§ What you will do
Copy all entries without alteration and skip the pictures they hold.

§ Task material
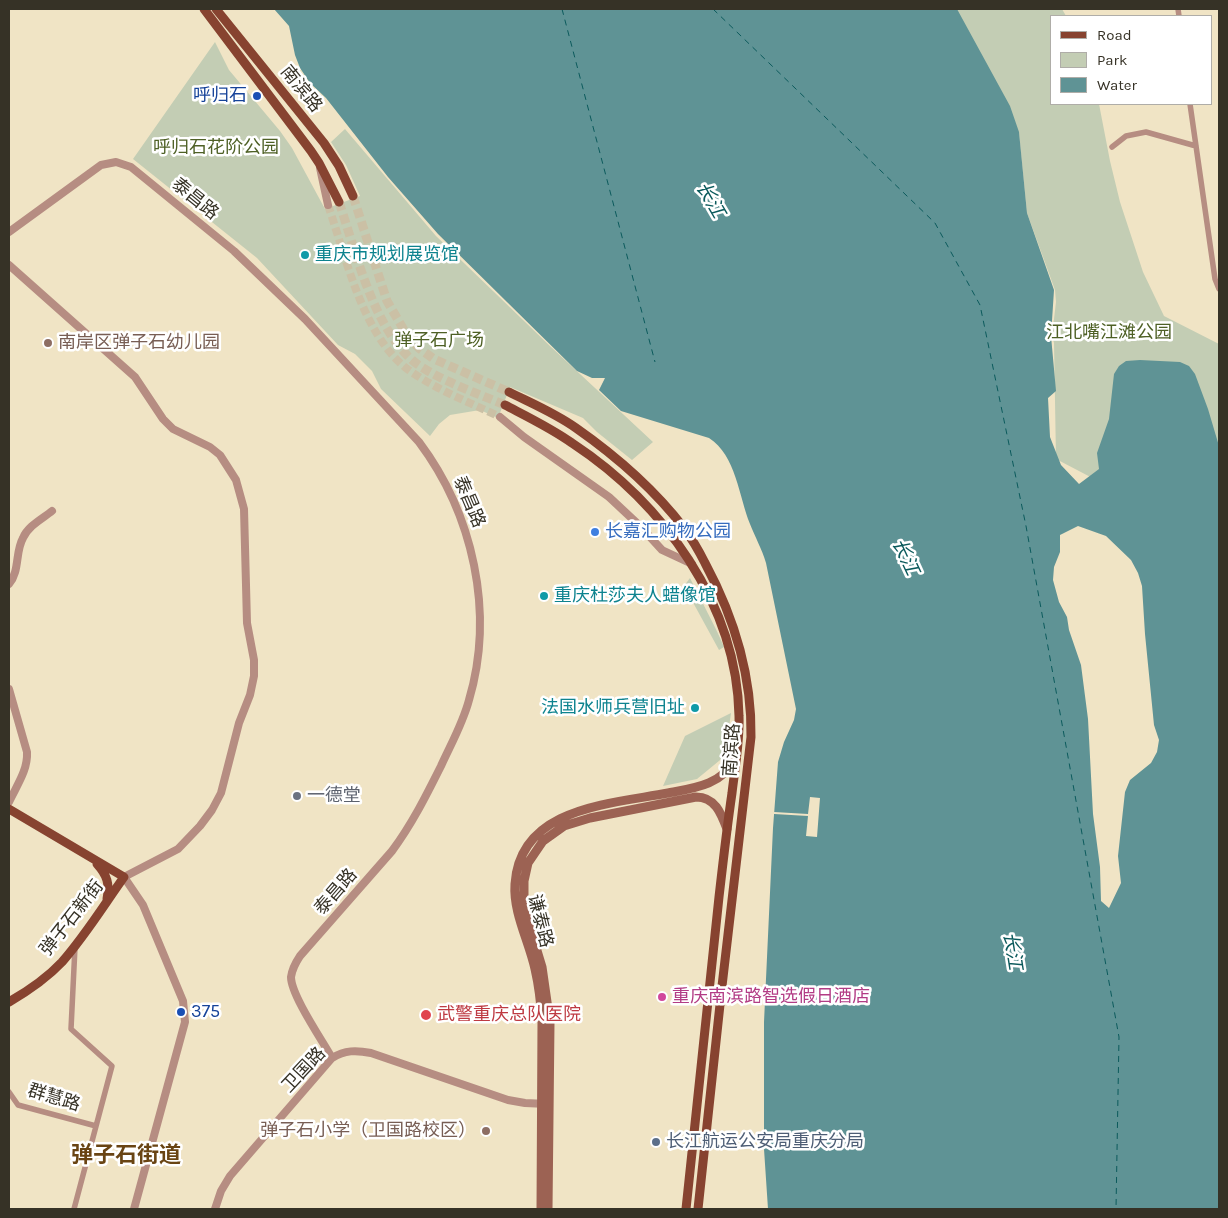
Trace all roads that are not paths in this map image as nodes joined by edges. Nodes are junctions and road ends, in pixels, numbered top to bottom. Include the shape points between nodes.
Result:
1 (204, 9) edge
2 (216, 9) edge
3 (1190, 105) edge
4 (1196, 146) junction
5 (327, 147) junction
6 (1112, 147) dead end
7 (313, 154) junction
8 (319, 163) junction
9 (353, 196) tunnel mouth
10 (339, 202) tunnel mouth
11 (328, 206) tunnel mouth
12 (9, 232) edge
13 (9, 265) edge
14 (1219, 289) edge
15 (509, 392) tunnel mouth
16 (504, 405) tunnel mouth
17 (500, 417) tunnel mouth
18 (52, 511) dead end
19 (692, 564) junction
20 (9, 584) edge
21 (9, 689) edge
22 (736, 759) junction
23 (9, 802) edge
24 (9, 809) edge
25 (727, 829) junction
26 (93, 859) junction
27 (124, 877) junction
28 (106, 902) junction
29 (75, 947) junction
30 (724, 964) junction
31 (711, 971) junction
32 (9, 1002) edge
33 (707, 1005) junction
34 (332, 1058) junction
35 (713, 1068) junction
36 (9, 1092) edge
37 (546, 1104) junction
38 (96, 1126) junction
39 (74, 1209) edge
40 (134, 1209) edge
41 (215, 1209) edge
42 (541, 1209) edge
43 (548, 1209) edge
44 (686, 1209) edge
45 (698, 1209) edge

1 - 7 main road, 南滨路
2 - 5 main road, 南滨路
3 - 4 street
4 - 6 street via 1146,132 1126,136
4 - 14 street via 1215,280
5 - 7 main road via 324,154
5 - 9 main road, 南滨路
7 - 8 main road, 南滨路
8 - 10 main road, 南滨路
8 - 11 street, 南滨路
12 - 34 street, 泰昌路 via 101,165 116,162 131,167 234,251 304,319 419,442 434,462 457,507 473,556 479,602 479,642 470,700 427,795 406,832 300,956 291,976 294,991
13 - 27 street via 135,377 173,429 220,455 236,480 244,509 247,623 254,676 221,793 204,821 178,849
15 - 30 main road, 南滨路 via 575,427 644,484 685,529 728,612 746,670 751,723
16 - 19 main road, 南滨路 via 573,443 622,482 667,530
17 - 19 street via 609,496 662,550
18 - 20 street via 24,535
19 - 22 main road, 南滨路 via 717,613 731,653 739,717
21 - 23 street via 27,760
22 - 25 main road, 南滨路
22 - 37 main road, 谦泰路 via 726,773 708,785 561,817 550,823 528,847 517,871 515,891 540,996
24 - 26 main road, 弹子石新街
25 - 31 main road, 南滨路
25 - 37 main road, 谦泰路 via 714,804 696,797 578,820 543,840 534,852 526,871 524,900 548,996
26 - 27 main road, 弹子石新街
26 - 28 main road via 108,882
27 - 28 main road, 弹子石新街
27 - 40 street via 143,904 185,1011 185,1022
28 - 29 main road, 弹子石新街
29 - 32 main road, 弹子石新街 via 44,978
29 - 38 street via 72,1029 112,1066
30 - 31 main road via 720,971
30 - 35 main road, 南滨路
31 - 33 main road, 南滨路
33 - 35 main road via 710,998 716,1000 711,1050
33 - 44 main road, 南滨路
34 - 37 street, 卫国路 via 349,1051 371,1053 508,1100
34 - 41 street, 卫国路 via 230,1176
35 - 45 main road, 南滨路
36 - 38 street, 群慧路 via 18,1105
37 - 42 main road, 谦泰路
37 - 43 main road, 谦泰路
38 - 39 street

§ Solution for this exercise
Trace all roads that are not paths in this map image as nodes joined by edges. Nodes are junctions and road ends, in pixels, numbered top to bottom. Include the shape points between nodes.
Result:
1 (204, 9) edge
2 (216, 9) edge
3 (1190, 105) edge
4 (1196, 146) junction
5 (327, 147) junction
6 (1112, 147) dead end
7 (313, 154) junction
8 (319, 163) junction
9 (353, 196) tunnel mouth
10 (339, 202) tunnel mouth
11 (328, 206) tunnel mouth
12 (9, 232) edge
13 (9, 265) edge
14 (1219, 289) edge
15 (509, 392) tunnel mouth
16 (504, 405) tunnel mouth
17 (500, 417) tunnel mouth
18 (52, 511) dead end
19 (692, 564) junction
20 (9, 584) edge
21 (9, 689) edge
22 (736, 759) junction
23 (9, 802) edge
24 (9, 809) edge
25 (727, 829) junction
26 (93, 859) junction
27 (124, 877) junction
28 (106, 902) junction
29 (75, 947) junction
30 (724, 964) junction
31 (711, 971) junction
32 (9, 1002) edge
33 (707, 1005) junction
34 (332, 1058) junction
35 (713, 1068) junction
36 (9, 1092) edge
37 (546, 1104) junction
38 (96, 1126) junction
39 (74, 1209) edge
40 (134, 1209) edge
41 (215, 1209) edge
42 (541, 1209) edge
43 (548, 1209) edge
44 (686, 1209) edge
45 (698, 1209) edge

1 - 7 main road, 南滨路
2 - 5 main road, 南滨路
3 - 4 street
4 - 6 street via 1146,132 1126,136
4 - 14 street via 1215,280
5 - 7 main road via 324,154
5 - 9 main road, 南滨路
7 - 8 main road, 南滨路
8 - 10 main road, 南滨路
8 - 11 street, 南滨路
12 - 34 street, 泰昌路 via 101,165 116,162 131,167 234,251 304,319 419,442 434,462 457,507 473,556 479,602 479,642 470,700 427,795 406,832 300,956 291,976 294,991
13 - 27 street via 135,377 173,429 220,455 236,480 244,509 247,623 254,676 221,793 204,821 178,849
15 - 30 main road, 南滨路 via 575,427 644,484 685,529 728,612 746,670 751,723
16 - 19 main road, 南滨路 via 573,443 622,482 667,530
17 - 19 street via 609,496 662,550
18 - 20 street via 24,535
19 - 22 main road, 南滨路 via 717,613 731,653 739,717
21 - 23 street via 27,760
22 - 25 main road, 南滨路
22 - 37 main road, 谦泰路 via 726,773 708,785 561,817 550,823 528,847 517,871 515,891 540,996
24 - 26 main road, 弹子石新街
25 - 31 main road, 南滨路
25 - 37 main road, 谦泰路 via 714,804 696,797 578,820 543,840 534,852 526,871 524,900 548,996
26 - 27 main road, 弹子石新街
26 - 28 main road via 108,882
27 - 28 main road, 弹子石新街
27 - 40 street via 143,904 185,1011 185,1022
28 - 29 main road, 弹子石新街
29 - 32 main road, 弹子石新街 via 44,978
29 - 38 street via 72,1029 112,1066
30 - 31 main road via 720,971
30 - 35 main road, 南滨路
31 - 33 main road, 南滨路
33 - 35 main road via 710,998 716,1000 711,1050
33 - 44 main road, 南滨路
34 - 37 street, 卫国路 via 349,1051 371,1053 508,1100
34 - 41 street, 卫国路 via 230,1176
35 - 45 main road, 南滨路
36 - 38 street, 群慧路 via 18,1105
37 - 42 main road, 谦泰路
37 - 43 main road, 谦泰路
38 - 39 street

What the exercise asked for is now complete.